The exhibit below, for example, demonstrates how negotiated rates for a common lab test can vary significantly across hospitals even within the same regional peer group and payer/product type. The mean negotiated rate for the seven-hospital peer group analysis of urban academic medical centers within the state of Texas is $137. Hospital C shows the lowest negotiated rate at $90, or 34% below the peer group mean, and Hospital F with the highest negotiated rate at $216, or 58% above the peer group mean.
Meaningful variation in rates within a peer group of Texas academic medical centers, for a PPO product type
This type of analysis is most impactful in enabling hospitals to understand their negotiated rate position in the market and pinpoint opportunities for improved negotiated rates. Hospital leaders should perform such analyses for all service lines so they can incorporate the findings into negotiations with payers to justify higher payment rates.
Takeaways for future action
The findings of Panacea’s study regarding provider MRFs point to two important conclusions:
- Improved provider compliance is needed for all healthcare constituents to benefit.
- CMS should move forward with requiring that each provider’s MRF include the contracting method and incorporate standardized payer and plan types.
The study also found that while payer MRFs can be useful for comparative purposes, they present their own set of challenges (which are addressed in the sidebar below, “Payer MRFs and hospital MRFs: Which are more useful?”).
Use of the current negotiated rate data requires great caution, but as long as proper data integrity analytics are applied, comparative rate analysis is feasible and can be highly beneficial. With the new requirements and increased enforcement by CMS, the integrity of future negotiated rate data for comparative benchmarking will be improved.
Payer MRFs and hospital MRFs: Which are more useful?
Under CMS’s Transparency in Coverage (TiC) rule, which went into effect on July 1, 2022, most health insurers and group health plans are required to disclose on a public website their in-network negotiated rates and allowed amounts paid for out-of-network providers. Compliance with posting MRFs thus far has generally been higher among payers than among hospitals because the financial penalties for payer noncompliance are stringent, and CMS makes resources such as technology implementation guides and schemas available to them via GitHub (github.com/CMSgov/price-transparency-guide).

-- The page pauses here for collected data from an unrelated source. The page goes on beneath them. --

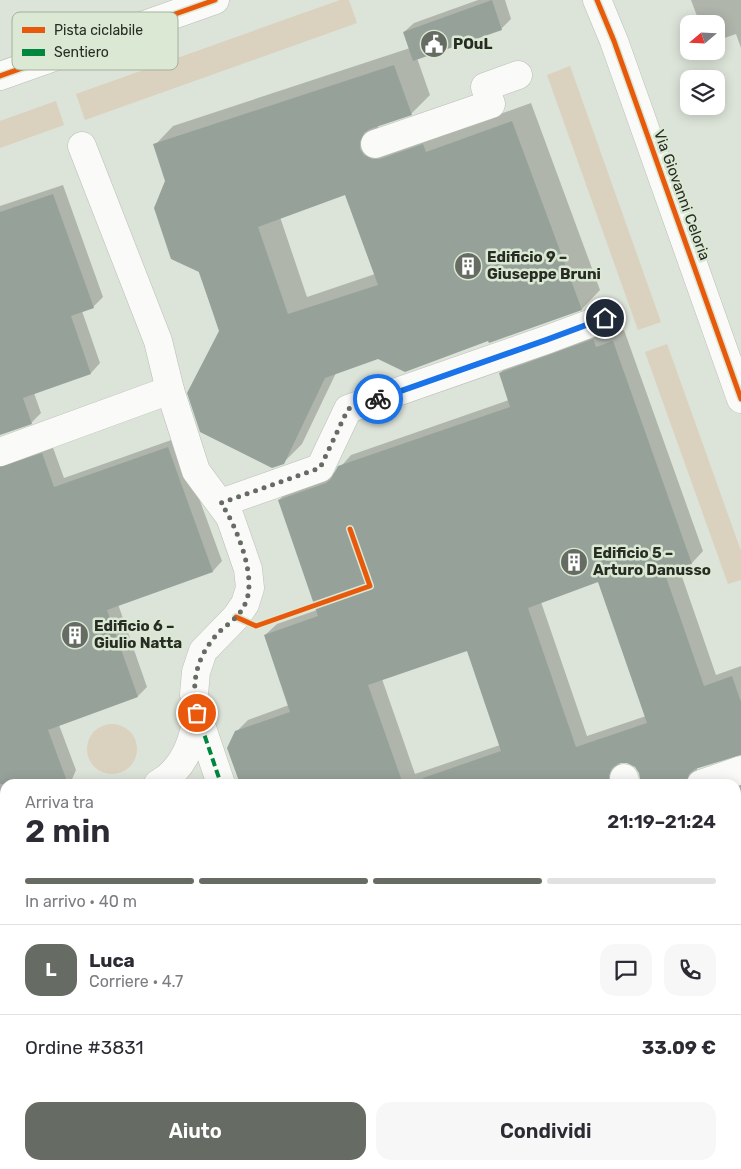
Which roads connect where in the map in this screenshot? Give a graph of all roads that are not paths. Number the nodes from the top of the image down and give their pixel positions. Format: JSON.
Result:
{"nodes":[{"id":1,"x":215,"y":0,"type":"edge"},
{"id":2,"x":597,"y":0,"type":"edge"},
{"id":3,"x":178,"y":13,"type":"edge"},
{"id":4,"x":17,"y":70,"type":"edge"},
{"id":5,"x":518,"y":75,"type":"dead end"},
{"id":6,"x":0,"y":76,"type":"edge"},
{"id":7,"x":375,"y":144,"type":"dead end"},
{"id":8,"x":82,"y":146,"type":"dead end"},
{"id":9,"x":605,"y":318,"type":"dead end"},
{"id":10,"x":170,"y":390,"type":"junction"},
{"id":11,"x":741,"y":399,"type":"edge"},
{"id":12,"x":0,"y":452,"type":"edge"},
{"id":13,"x":221,"y":503,"type":"junction"},
{"id":14,"x":197,"y":713,"type":"junction"},
{"id":15,"x":741,"y":770,"type":"edge"},
{"id":16,"x":164,"y":779,"type":"edge"},
{"id":17,"x":219,"y":779,"type":"edge"},
{"id":18,"x":715,"y":779,"type":"edge"}],
"edges":[{"from":1,"to":3,"type":"street"},
{"from":2,"to":11,"type":"street","name":"Via Giovanni Celoria"},
{"from":4,"to":6,"type":"street"},
{"from":5,"to":7,"type":"street"},
{"from":8,"to":10,"type":"street"},
{"from":9,"to":13,"type":"street"},
{"from":10,"to":12,"type":"street"},
{"from":10,"to":13,"type":"street"},
{"from":13,"to":14,"type":"street"},
{"from":14,"to":16,"type":"street"},
{"from":14,"to":17,"type":"street"},
{"from":15,"to":18,"type":"street"}]}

Possible advantages of payer MRFs
The market perception is that the additional fields required in payer MRFs makes them more useful than hospital MRFs, such as the negotiated arrangement and negotiated type, as shown in the exhibit below. These standard fields may allow for apples-to-apples comparisons of rates without the risk inherent in a hospital MRF as described in the above article. The payer MRFs are also updated monthly with the expiration date listed for each negotiated rate with a provider.
Limitations of payer MRFs
A problem with payer MRFs is that they exclude important negotiated rate information that hospital MRFs include. For example, if a payer is reimbursing a provider on a percentage of charge basis, then only the percentage and not the actual dollar amount is disclosed on the payer MRF. The standard gross charge or billed charges is not a required field in payer MRFs, making it necessary to access to the hospital MRF to calculate the negotiated dollar amount before a comparative analysis can be performed. Unfortunately, payer MRFs also exclude the negotiated rates for Medicare and Medicaid advantage plans, unlike hospital MRFs, which are required to include such rates.

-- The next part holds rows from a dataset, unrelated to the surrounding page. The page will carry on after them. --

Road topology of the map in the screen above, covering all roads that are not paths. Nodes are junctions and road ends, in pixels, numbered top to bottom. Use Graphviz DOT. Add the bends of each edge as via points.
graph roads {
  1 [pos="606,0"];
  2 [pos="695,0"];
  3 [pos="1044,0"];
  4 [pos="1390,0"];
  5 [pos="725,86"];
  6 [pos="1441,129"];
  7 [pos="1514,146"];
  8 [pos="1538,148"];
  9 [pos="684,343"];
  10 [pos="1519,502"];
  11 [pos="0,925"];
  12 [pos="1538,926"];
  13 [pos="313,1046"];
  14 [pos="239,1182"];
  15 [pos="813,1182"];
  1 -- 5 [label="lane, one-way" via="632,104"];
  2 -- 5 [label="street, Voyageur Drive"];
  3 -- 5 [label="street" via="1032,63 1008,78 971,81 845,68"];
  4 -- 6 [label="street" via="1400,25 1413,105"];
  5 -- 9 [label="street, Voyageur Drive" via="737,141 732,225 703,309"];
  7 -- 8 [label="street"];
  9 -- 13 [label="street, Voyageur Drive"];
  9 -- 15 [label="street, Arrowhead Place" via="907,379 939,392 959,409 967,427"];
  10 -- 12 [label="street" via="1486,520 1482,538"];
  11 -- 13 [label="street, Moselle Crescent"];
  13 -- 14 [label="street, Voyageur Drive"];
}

Among the most significant challenges with payer MRFs is in the effort to aggregate and normalize the huge amount of negotiated rate data and files into a single database. A single payer can have more than 100,000 files with billions of negotiated rates, which can easily add up to a terabyte of data. Adding to the complexity of the files, some payers organize negotiated rates in their MRFs by employer group, making it difficult to compare negotiated rates that are within the same plan or product type level.